(DATA IN THIS EXERCISE)

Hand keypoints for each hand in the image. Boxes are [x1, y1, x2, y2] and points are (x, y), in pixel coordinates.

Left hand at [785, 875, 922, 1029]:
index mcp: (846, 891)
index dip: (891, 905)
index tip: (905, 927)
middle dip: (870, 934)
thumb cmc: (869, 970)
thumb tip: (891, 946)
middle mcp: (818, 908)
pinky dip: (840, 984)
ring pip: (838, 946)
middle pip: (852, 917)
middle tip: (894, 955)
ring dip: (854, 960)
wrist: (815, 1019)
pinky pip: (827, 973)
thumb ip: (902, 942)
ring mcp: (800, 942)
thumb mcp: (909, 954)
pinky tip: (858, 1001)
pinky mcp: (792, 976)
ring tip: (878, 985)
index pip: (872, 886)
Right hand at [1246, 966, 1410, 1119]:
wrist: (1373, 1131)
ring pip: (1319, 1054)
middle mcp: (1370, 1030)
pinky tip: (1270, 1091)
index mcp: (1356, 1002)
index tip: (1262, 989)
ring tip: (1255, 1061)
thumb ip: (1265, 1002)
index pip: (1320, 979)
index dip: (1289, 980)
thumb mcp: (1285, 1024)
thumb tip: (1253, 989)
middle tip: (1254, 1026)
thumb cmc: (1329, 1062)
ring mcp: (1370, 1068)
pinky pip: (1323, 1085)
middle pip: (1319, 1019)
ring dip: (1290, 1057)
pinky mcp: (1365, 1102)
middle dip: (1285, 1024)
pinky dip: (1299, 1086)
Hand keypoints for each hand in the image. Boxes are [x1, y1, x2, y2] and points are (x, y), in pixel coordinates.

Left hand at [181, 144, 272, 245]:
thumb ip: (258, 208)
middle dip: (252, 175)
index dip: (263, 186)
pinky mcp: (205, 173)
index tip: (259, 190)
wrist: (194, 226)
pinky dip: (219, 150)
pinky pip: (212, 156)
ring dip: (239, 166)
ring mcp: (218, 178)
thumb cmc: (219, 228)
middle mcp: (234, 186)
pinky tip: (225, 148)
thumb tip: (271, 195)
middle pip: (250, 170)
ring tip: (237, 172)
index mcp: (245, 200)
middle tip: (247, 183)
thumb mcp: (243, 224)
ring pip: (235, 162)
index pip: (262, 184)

(End DATA IN THIS EXERCISE)
(DATA IN THIS EXERCISE)

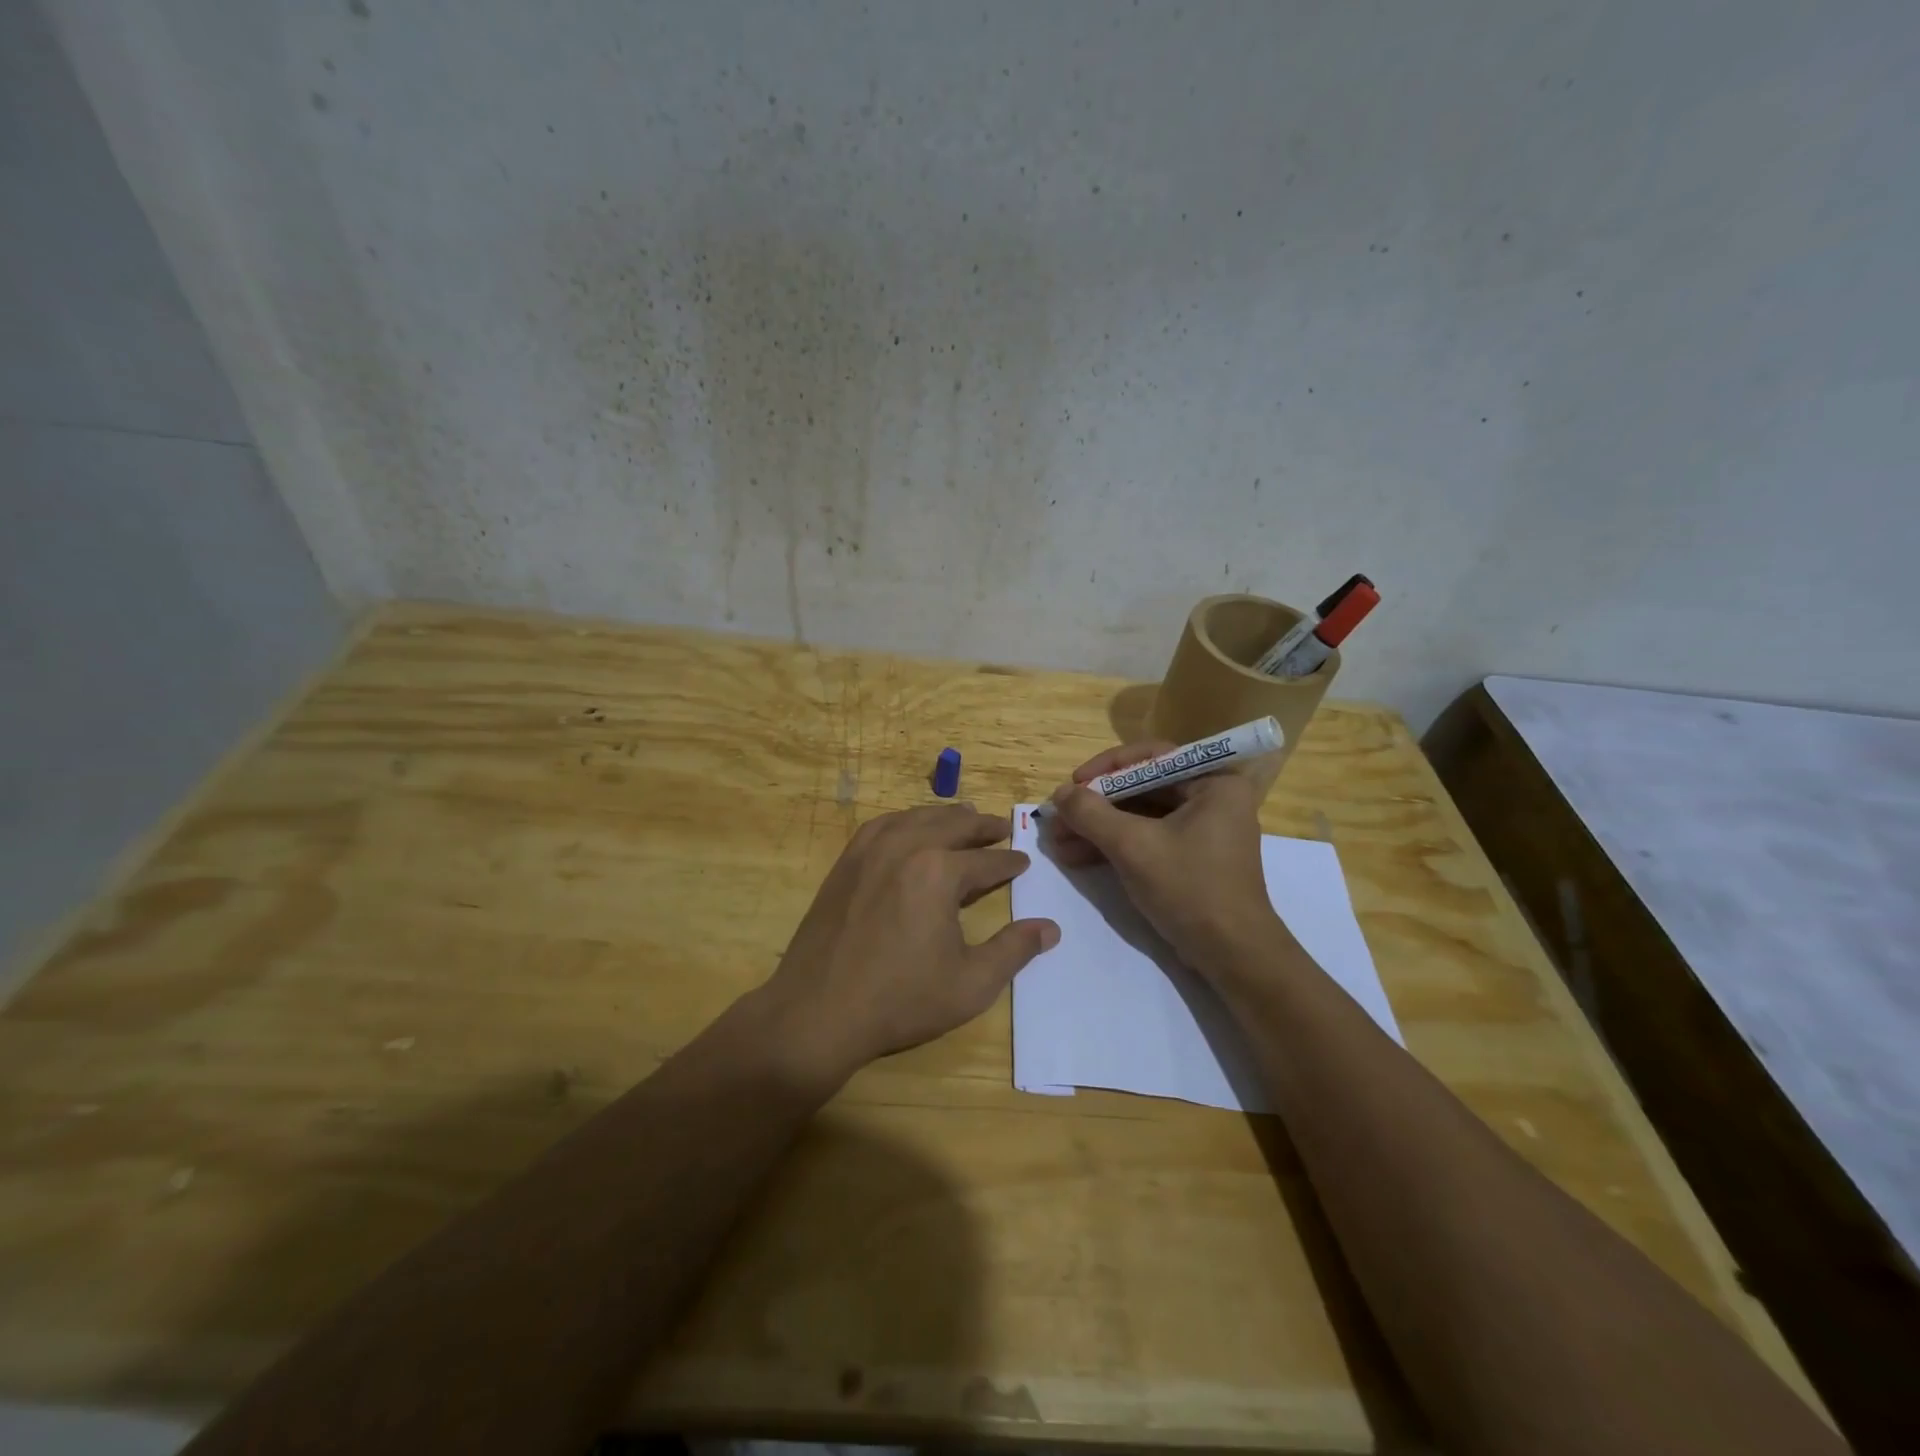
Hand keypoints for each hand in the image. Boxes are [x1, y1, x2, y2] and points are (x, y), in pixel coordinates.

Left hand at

(End DATA IN THIS EXERCISE)
(DATA IN THIS EXERCISE)

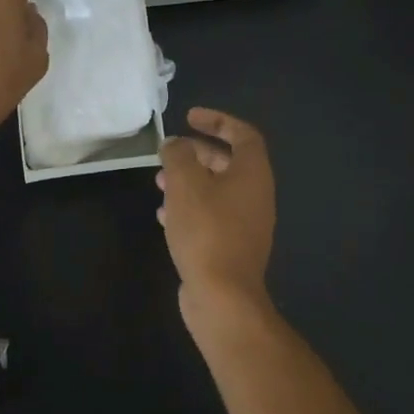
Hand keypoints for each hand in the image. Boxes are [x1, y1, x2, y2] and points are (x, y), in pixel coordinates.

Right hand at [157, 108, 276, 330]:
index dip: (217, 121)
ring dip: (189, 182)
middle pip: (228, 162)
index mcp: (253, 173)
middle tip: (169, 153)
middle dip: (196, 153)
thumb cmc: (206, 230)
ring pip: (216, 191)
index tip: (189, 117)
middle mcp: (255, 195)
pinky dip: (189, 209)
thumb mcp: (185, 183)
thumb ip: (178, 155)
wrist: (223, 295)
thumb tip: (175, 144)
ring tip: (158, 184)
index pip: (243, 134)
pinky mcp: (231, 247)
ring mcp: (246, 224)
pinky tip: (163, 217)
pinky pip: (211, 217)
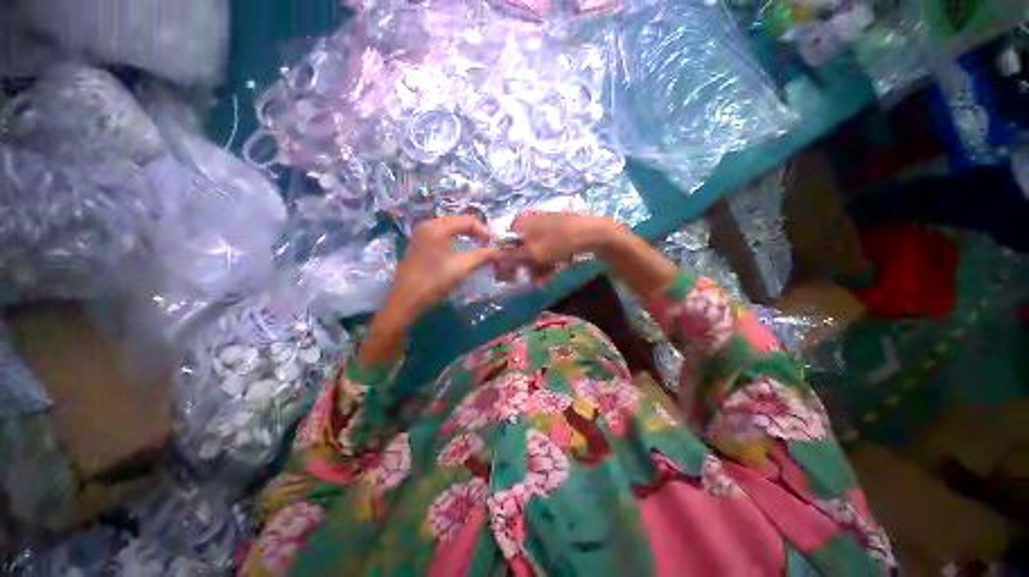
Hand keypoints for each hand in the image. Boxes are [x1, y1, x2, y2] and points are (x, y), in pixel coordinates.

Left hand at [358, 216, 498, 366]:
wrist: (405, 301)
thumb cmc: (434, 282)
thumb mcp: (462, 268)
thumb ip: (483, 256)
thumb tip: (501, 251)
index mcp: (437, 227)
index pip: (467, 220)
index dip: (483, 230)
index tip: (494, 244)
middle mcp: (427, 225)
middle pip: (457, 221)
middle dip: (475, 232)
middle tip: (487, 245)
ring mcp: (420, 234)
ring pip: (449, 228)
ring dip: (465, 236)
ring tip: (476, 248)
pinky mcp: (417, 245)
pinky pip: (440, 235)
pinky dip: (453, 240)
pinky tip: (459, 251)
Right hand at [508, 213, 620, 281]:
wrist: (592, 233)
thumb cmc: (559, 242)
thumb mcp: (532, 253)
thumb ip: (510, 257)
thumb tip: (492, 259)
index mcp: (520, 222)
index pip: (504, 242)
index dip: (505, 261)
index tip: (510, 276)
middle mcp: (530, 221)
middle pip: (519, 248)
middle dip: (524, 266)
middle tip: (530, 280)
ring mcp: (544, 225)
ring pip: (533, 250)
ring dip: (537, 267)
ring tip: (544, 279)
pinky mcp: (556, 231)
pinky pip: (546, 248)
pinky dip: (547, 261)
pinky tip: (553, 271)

(End DATA IN THIS EXERCISE)

**YOUR INSTRUCTIONS:**
For each line above that includes the word "Left", make a copy of that line.

**RESPONSE TO THE TASK:**
Left hand at [785, 875, 922, 1029]:
Left hand at [181, 144, 272, 245]:
Left hand at
Left hand at [358, 216, 498, 366]:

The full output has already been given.